Syntax trees and ambiguity
Introduction: We can draw a derivation as a tree: The root of the tree is the start symbol of the grammar, and whenever we rewrite a non-terminal we add as its children the symbols on the right-hand side of the production that was used. The leaves of the tree are terminals which, when read from left to right, form the derived string. If a non-terminal is rewritten using an empty production, an e is shown as its child. This is also a leaf node, but is ignored when reading the string from the leaves of the tree.
When we write such a syntax tree, the order of derivation is irrelevant: We get the same tree for left derivation, right derivation or any other derivation order. Only the choice of production for rewriting each non-terminal matters.
As an example, the derivations in figures 3.5 and 3.6 yield the same syntax tree, which is shown in figure 3.7.
The syntax tree adds structure to the string that it derives. It is this structure that we exploit in the later phases of the compiler. For compilation, we do the derivation backwards: We start with a string and want to produce a syntax tree. This process is called syntax analysis or parsing.

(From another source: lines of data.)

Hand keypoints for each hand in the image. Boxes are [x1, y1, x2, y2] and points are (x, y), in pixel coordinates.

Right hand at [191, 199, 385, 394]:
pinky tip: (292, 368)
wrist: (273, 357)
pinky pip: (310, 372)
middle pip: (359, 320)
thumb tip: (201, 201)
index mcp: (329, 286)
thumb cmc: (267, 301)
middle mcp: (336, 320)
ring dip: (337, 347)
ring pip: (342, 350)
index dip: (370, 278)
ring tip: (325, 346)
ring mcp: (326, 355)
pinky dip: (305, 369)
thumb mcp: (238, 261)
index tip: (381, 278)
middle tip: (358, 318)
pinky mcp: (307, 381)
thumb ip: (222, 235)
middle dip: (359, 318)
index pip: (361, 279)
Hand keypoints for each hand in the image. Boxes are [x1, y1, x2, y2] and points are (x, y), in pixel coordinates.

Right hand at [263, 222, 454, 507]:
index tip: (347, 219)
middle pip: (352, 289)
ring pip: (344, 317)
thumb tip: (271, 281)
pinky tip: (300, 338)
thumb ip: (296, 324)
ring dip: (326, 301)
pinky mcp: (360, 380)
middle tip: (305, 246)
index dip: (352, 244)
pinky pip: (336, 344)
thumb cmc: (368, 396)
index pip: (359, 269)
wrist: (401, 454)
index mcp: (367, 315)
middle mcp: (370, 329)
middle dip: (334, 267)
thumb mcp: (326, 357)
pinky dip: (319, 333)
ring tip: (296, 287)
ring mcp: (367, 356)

Even though the order of derivation does not matter when constructing a syntax tree, the choice of production for that non-terminal does. Obviously, different choices can lead to different strings being derived, but it may also happen that several different syntax trees can be built for the same string. As an example, figure 3.8 shows an alternative syntax tree for the same string that was derived in figure 3.7.

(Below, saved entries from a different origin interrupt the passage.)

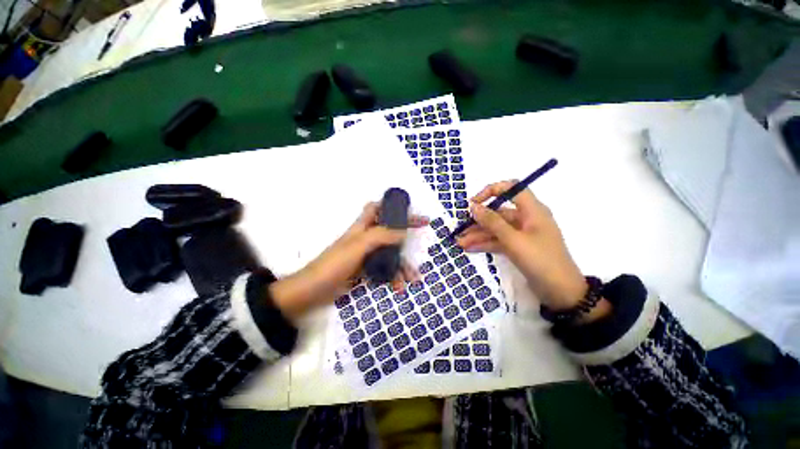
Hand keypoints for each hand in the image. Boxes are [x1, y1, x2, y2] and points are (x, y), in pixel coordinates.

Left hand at [271, 203, 427, 321]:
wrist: (313, 291)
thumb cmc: (334, 264)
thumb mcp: (358, 246)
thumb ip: (381, 236)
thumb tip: (404, 231)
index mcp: (362, 227)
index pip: (378, 208)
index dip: (395, 207)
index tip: (412, 214)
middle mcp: (365, 238)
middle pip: (390, 233)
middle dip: (406, 242)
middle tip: (420, 252)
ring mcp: (366, 255)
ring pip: (389, 254)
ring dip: (402, 266)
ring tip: (412, 280)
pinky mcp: (365, 270)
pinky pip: (384, 269)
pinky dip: (393, 277)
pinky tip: (398, 287)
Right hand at [456, 181, 586, 310]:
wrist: (561, 293)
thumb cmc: (540, 260)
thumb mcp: (513, 240)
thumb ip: (492, 222)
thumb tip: (473, 206)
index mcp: (532, 210)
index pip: (511, 189)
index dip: (491, 191)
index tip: (474, 203)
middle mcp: (526, 219)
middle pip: (498, 213)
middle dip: (478, 222)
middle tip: (461, 230)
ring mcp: (522, 235)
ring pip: (496, 229)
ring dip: (478, 235)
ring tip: (460, 243)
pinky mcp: (518, 248)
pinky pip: (498, 241)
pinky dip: (485, 244)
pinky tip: (470, 248)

When a grammar permits several different syntax trees for some strings we call the grammar ambiguous. If our only use of grammar is to describe sets of strings, ambiguity is not a problem. However, when we want to use the grammar to impose structure on strings, the structure had better be the same every time. Hence, it is a desirable feature for a grammar to be unambiguous. In most (but not all) cases, an ambiguous grammar can be rewritten to an unambiguous grammar that generates the same set of strings, or external rules can be applied to decide which of the many possible syntax trees is the “right one”. An unambiguous version of grammar 3.4 is shown in figure 3.9.
T -> R
T -> aTc
R ->
R -> bR
Grammar 3.9: Unambiguous version of grammar 3.4
How do we know if a grammar is ambiguous? If we can find a string and show two alternative syntax trees for it, this is a proof of ambiguity. It may, however, be hard to find such a string and, when the grammar is unambiguous, even harder to show that this is the case. In fact, the problem is formally un-decidable, i.e., there is no method that for all grammars can answer the question “Is this grammar ambiguous?”. But in many cases it is not difficult to detect and prove ambiguity. For example, any grammar that has a production of the form
N -> NαN , where a is any sequence of grammar symbols, is ambiguous.

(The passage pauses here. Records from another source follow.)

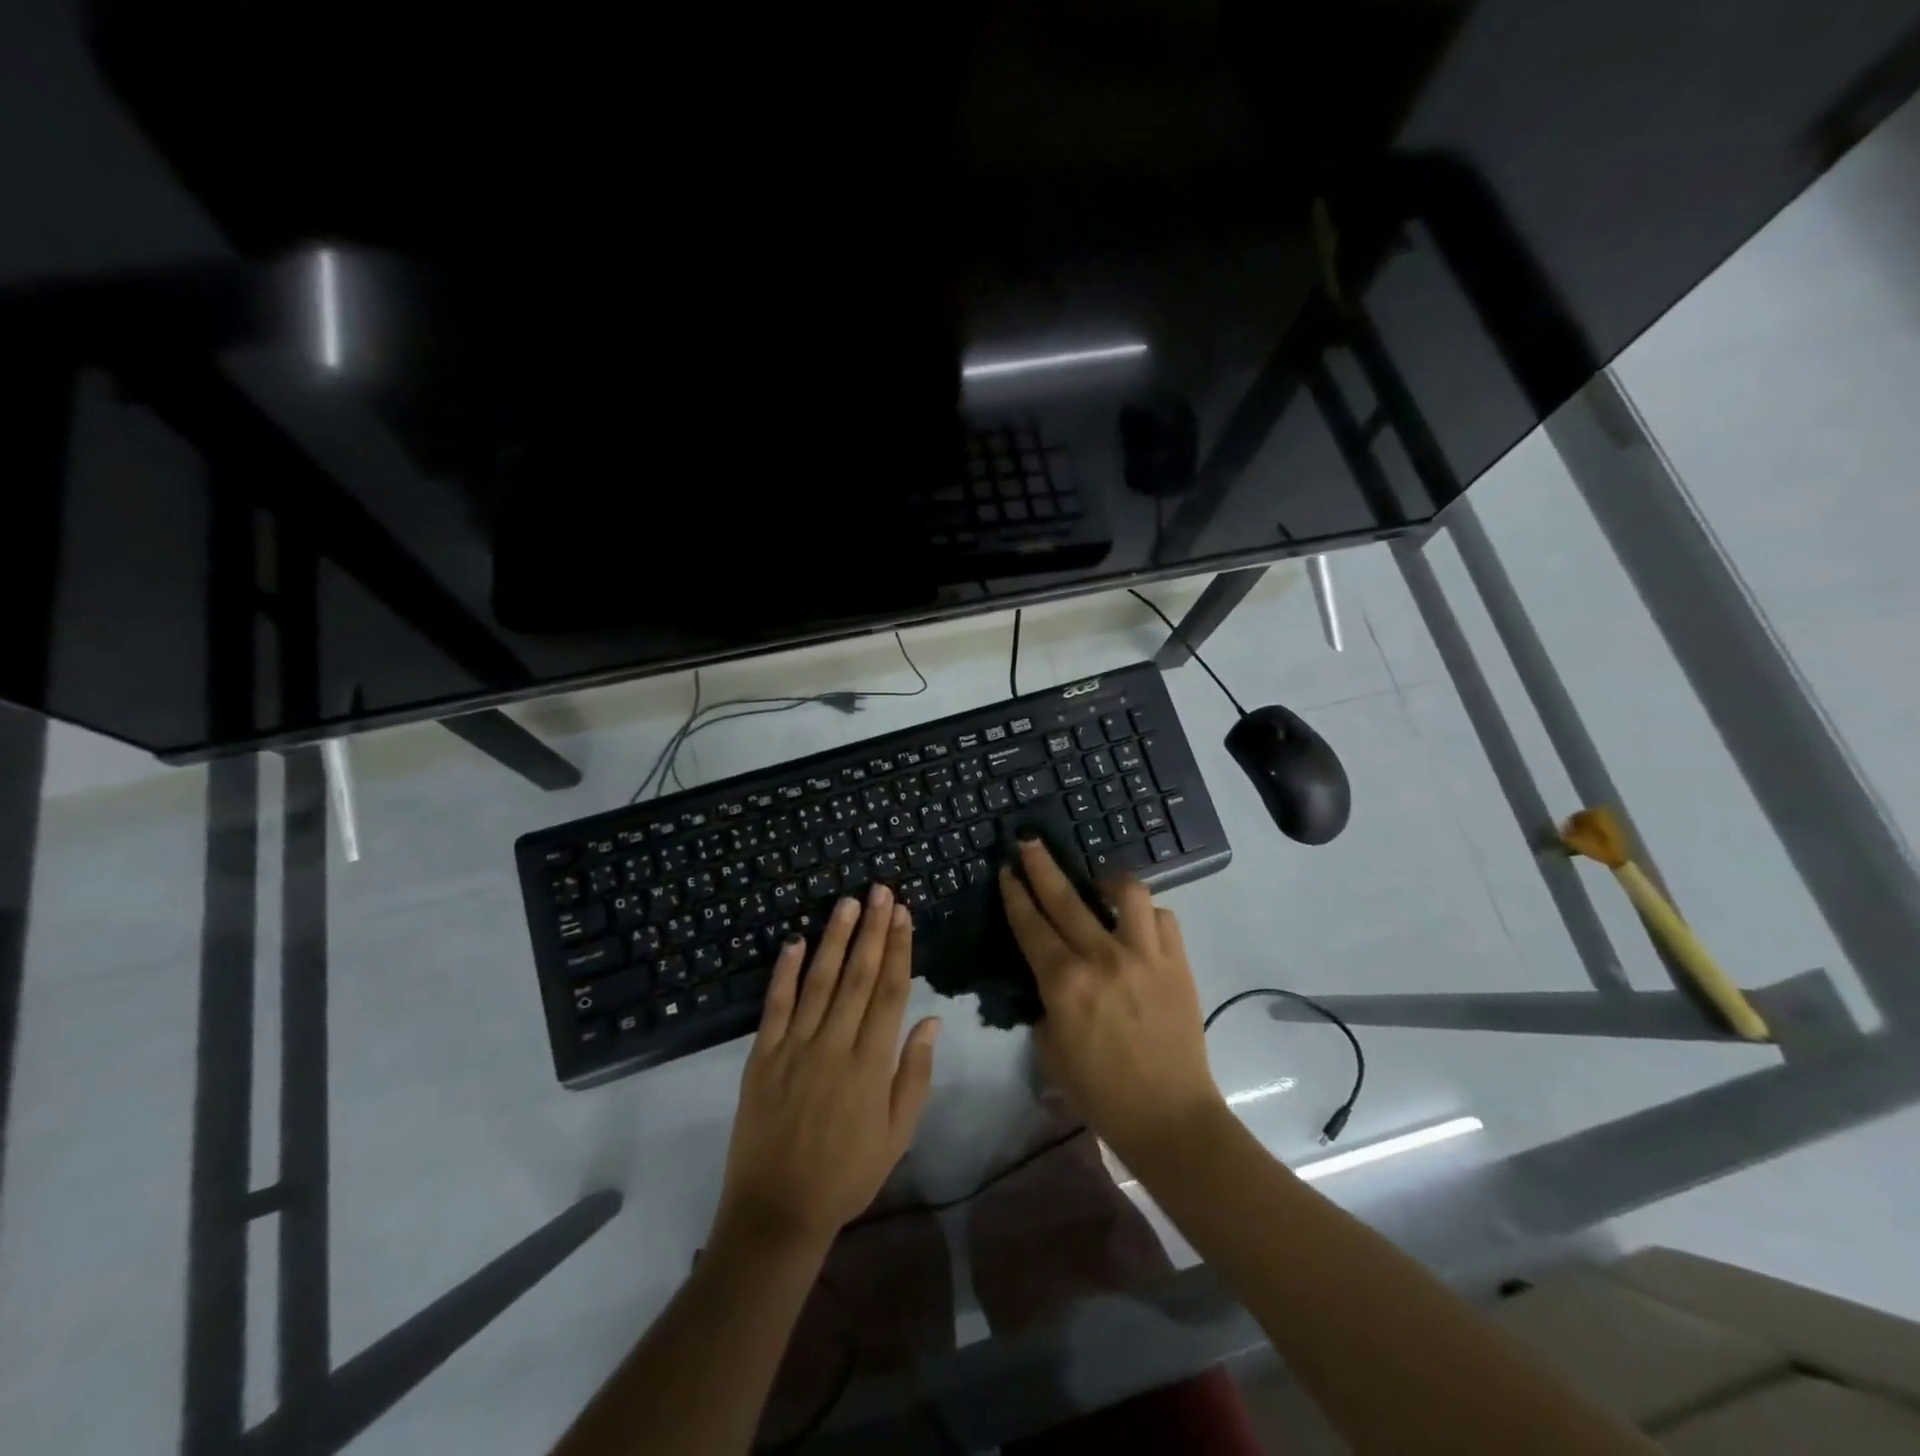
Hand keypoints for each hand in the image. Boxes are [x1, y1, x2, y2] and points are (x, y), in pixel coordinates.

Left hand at [715, 883, 940, 1252]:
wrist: (776, 1212)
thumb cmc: (847, 1174)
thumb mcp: (897, 1135)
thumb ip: (914, 1075)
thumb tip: (930, 1019)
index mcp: (871, 1064)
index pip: (890, 991)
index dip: (899, 949)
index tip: (904, 914)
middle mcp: (835, 1045)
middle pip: (859, 976)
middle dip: (872, 929)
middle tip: (881, 890)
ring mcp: (795, 1048)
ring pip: (820, 981)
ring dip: (835, 938)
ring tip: (848, 902)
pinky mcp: (762, 1056)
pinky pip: (775, 1006)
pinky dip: (784, 972)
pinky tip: (794, 941)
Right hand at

We will, in sections 3.12 and 3.14, see methods for constructing parsers from grammars. These methods have the property that they only work on unambiguous grammars, so successful construction of a parser is a proof of un-ambiguity. However, the methods may also fail on certain unambiguous grammars, so they cannot be used to prove ambiguity.
In the next section, we will see ways of rewriting a grammar to get rid of some sources of ambiguity. These transformations preserve the language that the grammar generates. By using such transformations (and others, which we will see later), we can create a large set of equivalent grammars, i.e., grammars that generate the same language (though they may impose different structures on the strings of the language).
Given two grammars, it would be nice to be able to tell if they are equivalent. Unfortunately, no known method is able to decide this in all cases, but, unlike ambiguity, it is not (at the time of writing) known if such a method may or may not theoretically exist. Sometimes, equivalence can be proven e.g. by induction over the set of strings that the grammars produce. The converse can be proven by finding an example of a string that one grammar can generate but the other not. But in some cases, we just have to take claims of equivalence on faith or give up on deciding the issue.